• [Your instructions] Every entry must be duplicated precisely as written.

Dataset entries

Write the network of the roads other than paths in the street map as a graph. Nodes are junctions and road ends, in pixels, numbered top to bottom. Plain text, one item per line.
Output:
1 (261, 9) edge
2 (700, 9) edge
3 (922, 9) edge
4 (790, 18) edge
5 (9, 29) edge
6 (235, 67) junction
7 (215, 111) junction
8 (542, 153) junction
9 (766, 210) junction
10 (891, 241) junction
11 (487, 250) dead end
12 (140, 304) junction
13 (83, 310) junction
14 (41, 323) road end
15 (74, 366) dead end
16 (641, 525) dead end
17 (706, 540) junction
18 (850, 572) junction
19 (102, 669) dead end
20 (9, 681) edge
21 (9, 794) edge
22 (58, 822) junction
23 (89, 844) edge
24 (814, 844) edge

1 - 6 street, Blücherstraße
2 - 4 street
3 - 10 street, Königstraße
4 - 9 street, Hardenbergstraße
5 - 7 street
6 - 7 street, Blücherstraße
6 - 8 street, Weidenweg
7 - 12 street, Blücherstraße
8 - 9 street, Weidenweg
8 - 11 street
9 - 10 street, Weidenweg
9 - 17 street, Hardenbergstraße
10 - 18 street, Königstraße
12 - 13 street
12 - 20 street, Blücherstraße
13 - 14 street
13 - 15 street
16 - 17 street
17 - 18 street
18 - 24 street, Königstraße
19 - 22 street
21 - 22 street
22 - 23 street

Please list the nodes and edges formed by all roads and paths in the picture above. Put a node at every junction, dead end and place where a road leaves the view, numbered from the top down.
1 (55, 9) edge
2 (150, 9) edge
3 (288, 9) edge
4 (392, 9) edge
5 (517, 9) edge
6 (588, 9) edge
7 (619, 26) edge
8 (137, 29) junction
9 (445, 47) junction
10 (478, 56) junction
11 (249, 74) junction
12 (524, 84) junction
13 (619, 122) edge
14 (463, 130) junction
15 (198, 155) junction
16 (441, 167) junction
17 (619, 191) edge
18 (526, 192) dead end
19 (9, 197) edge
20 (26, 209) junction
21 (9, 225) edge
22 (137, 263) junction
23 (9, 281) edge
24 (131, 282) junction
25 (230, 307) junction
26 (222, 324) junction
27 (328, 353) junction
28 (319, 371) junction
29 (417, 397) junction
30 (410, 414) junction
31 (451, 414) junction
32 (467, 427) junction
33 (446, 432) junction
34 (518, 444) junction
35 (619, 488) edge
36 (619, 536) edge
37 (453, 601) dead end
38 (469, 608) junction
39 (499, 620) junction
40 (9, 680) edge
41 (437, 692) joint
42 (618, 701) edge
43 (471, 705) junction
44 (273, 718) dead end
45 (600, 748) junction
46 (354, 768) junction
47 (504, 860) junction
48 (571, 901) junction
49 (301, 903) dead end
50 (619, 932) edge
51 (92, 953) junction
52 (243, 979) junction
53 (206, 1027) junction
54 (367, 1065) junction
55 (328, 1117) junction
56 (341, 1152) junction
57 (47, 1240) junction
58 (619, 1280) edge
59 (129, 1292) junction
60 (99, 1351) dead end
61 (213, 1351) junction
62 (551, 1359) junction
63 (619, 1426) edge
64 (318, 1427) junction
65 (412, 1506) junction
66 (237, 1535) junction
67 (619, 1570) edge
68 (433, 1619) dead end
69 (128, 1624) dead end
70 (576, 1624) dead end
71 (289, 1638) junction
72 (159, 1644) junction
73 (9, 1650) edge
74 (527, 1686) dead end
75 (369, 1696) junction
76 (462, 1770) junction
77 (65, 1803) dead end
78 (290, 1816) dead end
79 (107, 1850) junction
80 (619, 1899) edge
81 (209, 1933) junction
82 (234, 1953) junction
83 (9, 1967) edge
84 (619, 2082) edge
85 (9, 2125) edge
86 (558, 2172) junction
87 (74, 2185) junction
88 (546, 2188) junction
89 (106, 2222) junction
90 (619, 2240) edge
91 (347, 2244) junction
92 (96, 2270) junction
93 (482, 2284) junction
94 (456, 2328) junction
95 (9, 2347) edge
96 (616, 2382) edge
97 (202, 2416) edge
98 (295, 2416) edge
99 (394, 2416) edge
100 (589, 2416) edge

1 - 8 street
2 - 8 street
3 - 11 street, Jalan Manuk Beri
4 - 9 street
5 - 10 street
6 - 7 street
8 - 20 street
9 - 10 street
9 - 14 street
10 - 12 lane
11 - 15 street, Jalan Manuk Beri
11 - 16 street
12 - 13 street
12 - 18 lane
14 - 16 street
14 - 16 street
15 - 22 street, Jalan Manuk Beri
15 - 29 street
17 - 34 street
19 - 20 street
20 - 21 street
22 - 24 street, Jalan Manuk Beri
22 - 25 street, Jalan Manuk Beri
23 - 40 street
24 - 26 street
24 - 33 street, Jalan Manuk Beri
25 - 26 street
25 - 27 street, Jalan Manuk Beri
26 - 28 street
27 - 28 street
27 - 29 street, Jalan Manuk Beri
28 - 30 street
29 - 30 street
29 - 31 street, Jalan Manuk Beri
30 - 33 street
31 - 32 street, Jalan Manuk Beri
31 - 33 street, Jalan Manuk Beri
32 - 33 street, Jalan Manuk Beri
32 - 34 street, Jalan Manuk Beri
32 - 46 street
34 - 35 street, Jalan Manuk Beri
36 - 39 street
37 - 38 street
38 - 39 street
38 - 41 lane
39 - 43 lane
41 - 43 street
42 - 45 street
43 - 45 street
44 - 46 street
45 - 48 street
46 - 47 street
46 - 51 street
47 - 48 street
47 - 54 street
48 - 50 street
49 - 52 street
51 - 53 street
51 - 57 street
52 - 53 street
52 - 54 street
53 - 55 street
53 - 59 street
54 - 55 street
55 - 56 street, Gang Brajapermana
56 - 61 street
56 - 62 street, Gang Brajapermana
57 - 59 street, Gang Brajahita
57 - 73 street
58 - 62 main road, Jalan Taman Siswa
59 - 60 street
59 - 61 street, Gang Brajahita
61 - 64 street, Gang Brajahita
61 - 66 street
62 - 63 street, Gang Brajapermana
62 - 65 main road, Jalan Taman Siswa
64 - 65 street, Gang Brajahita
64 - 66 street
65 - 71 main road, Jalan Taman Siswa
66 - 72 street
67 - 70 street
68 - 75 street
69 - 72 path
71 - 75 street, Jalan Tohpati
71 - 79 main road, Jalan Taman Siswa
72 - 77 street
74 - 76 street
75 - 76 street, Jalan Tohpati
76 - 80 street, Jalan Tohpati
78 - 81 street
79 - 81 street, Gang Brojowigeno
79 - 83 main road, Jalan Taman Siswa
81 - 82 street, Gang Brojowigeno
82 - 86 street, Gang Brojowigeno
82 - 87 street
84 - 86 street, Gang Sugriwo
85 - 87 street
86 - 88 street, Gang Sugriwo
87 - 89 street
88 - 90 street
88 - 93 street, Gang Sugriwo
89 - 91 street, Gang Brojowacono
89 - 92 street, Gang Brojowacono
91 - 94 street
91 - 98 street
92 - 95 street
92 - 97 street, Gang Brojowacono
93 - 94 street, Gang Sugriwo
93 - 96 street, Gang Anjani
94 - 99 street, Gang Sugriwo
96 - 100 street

• [Task answer]
Write the network of the roads other than paths in the street map as a graph. Nodes are junctions and road ends, in pixels, numbered top to bottom. Plain text, one item per line.
Output:
1 (261, 9) edge
2 (700, 9) edge
3 (922, 9) edge
4 (790, 18) edge
5 (9, 29) edge
6 (235, 67) junction
7 (215, 111) junction
8 (542, 153) junction
9 (766, 210) junction
10 (891, 241) junction
11 (487, 250) dead end
12 (140, 304) junction
13 (83, 310) junction
14 (41, 323) road end
15 (74, 366) dead end
16 (641, 525) dead end
17 (706, 540) junction
18 (850, 572) junction
19 (102, 669) dead end
20 (9, 681) edge
21 (9, 794) edge
22 (58, 822) junction
23 (89, 844) edge
24 (814, 844) edge

1 - 6 street, Blücherstraße
2 - 4 street
3 - 10 street, Königstraße
4 - 9 street, Hardenbergstraße
5 - 7 street
6 - 7 street, Blücherstraße
6 - 8 street, Weidenweg
7 - 12 street, Blücherstraße
8 - 9 street, Weidenweg
8 - 11 street
9 - 10 street, Weidenweg
9 - 17 street, Hardenbergstraße
10 - 18 street, Königstraße
12 - 13 street
12 - 20 street, Blücherstraße
13 - 14 street
13 - 15 street
16 - 17 street
17 - 18 street
18 - 24 street, Königstraße
19 - 22 street
21 - 22 street
22 - 23 street

Please list the nodes and edges formed by all roads and paths in the picture above. Put a node at every junction, dead end and place where a road leaves the view, numbered from the top down.
1 (55, 9) edge
2 (150, 9) edge
3 (288, 9) edge
4 (392, 9) edge
5 (517, 9) edge
6 (588, 9) edge
7 (619, 26) edge
8 (137, 29) junction
9 (445, 47) junction
10 (478, 56) junction
11 (249, 74) junction
12 (524, 84) junction
13 (619, 122) edge
14 (463, 130) junction
15 (198, 155) junction
16 (441, 167) junction
17 (619, 191) edge
18 (526, 192) dead end
19 (9, 197) edge
20 (26, 209) junction
21 (9, 225) edge
22 (137, 263) junction
23 (9, 281) edge
24 (131, 282) junction
25 (230, 307) junction
26 (222, 324) junction
27 (328, 353) junction
28 (319, 371) junction
29 (417, 397) junction
30 (410, 414) junction
31 (451, 414) junction
32 (467, 427) junction
33 (446, 432) junction
34 (518, 444) junction
35 (619, 488) edge
36 (619, 536) edge
37 (453, 601) dead end
38 (469, 608) junction
39 (499, 620) junction
40 (9, 680) edge
41 (437, 692) joint
42 (618, 701) edge
43 (471, 705) junction
44 (273, 718) dead end
45 (600, 748) junction
46 (354, 768) junction
47 (504, 860) junction
48 (571, 901) junction
49 (301, 903) dead end
50 (619, 932) edge
51 (92, 953) junction
52 (243, 979) junction
53 (206, 1027) junction
54 (367, 1065) junction
55 (328, 1117) junction
56 (341, 1152) junction
57 (47, 1240) junction
58 (619, 1280) edge
59 (129, 1292) junction
60 (99, 1351) dead end
61 (213, 1351) junction
62 (551, 1359) junction
63 (619, 1426) edge
64 (318, 1427) junction
65 (412, 1506) junction
66 (237, 1535) junction
67 (619, 1570) edge
68 (433, 1619) dead end
69 (128, 1624) dead end
70 (576, 1624) dead end
71 (289, 1638) junction
72 (159, 1644) junction
73 (9, 1650) edge
74 (527, 1686) dead end
75 (369, 1696) junction
76 (462, 1770) junction
77 (65, 1803) dead end
78 (290, 1816) dead end
79 (107, 1850) junction
80 (619, 1899) edge
81 (209, 1933) junction
82 (234, 1953) junction
83 (9, 1967) edge
84 (619, 2082) edge
85 (9, 2125) edge
86 (558, 2172) junction
87 (74, 2185) junction
88 (546, 2188) junction
89 (106, 2222) junction
90 (619, 2240) edge
91 (347, 2244) junction
92 (96, 2270) junction
93 (482, 2284) junction
94 (456, 2328) junction
95 (9, 2347) edge
96 (616, 2382) edge
97 (202, 2416) edge
98 (295, 2416) edge
99 (394, 2416) edge
100 (589, 2416) edge

1 - 8 street
2 - 8 street
3 - 11 street, Jalan Manuk Beri
4 - 9 street
5 - 10 street
6 - 7 street
8 - 20 street
9 - 10 street
9 - 14 street
10 - 12 lane
11 - 15 street, Jalan Manuk Beri
11 - 16 street
12 - 13 street
12 - 18 lane
14 - 16 street
14 - 16 street
15 - 22 street, Jalan Manuk Beri
15 - 29 street
17 - 34 street
19 - 20 street
20 - 21 street
22 - 24 street, Jalan Manuk Beri
22 - 25 street, Jalan Manuk Beri
23 - 40 street
24 - 26 street
24 - 33 street, Jalan Manuk Beri
25 - 26 street
25 - 27 street, Jalan Manuk Beri
26 - 28 street
27 - 28 street
27 - 29 street, Jalan Manuk Beri
28 - 30 street
29 - 30 street
29 - 31 street, Jalan Manuk Beri
30 - 33 street
31 - 32 street, Jalan Manuk Beri
31 - 33 street, Jalan Manuk Beri
32 - 33 street, Jalan Manuk Beri
32 - 34 street, Jalan Manuk Beri
32 - 46 street
34 - 35 street, Jalan Manuk Beri
36 - 39 street
37 - 38 street
38 - 39 street
38 - 41 lane
39 - 43 lane
41 - 43 street
42 - 45 street
43 - 45 street
44 - 46 street
45 - 48 street
46 - 47 street
46 - 51 street
47 - 48 street
47 - 54 street
48 - 50 street
49 - 52 street
51 - 53 street
51 - 57 street
52 - 53 street
52 - 54 street
53 - 55 street
53 - 59 street
54 - 55 street
55 - 56 street, Gang Brajapermana
56 - 61 street
56 - 62 street, Gang Brajapermana
57 - 59 street, Gang Brajahita
57 - 73 street
58 - 62 main road, Jalan Taman Siswa
59 - 60 street
59 - 61 street, Gang Brajahita
61 - 64 street, Gang Brajahita
61 - 66 street
62 - 63 street, Gang Brajapermana
62 - 65 main road, Jalan Taman Siswa
64 - 65 street, Gang Brajahita
64 - 66 street
65 - 71 main road, Jalan Taman Siswa
66 - 72 street
67 - 70 street
68 - 75 street
69 - 72 path
71 - 75 street, Jalan Tohpati
71 - 79 main road, Jalan Taman Siswa
72 - 77 street
74 - 76 street
75 - 76 street, Jalan Tohpati
76 - 80 street, Jalan Tohpati
78 - 81 street
79 - 81 street, Gang Brojowigeno
79 - 83 main road, Jalan Taman Siswa
81 - 82 street, Gang Brojowigeno
82 - 86 street, Gang Brojowigeno
82 - 87 street
84 - 86 street, Gang Sugriwo
85 - 87 street
86 - 88 street, Gang Sugriwo
87 - 89 street
88 - 90 street
88 - 93 street, Gang Sugriwo
89 - 91 street, Gang Brojowacono
89 - 92 street, Gang Brojowacono
91 - 94 street
91 - 98 street
92 - 95 street
92 - 97 street, Gang Brojowacono
93 - 94 street, Gang Sugriwo
93 - 96 street, Gang Anjani
94 - 99 street, Gang Sugriwo
96 - 100 street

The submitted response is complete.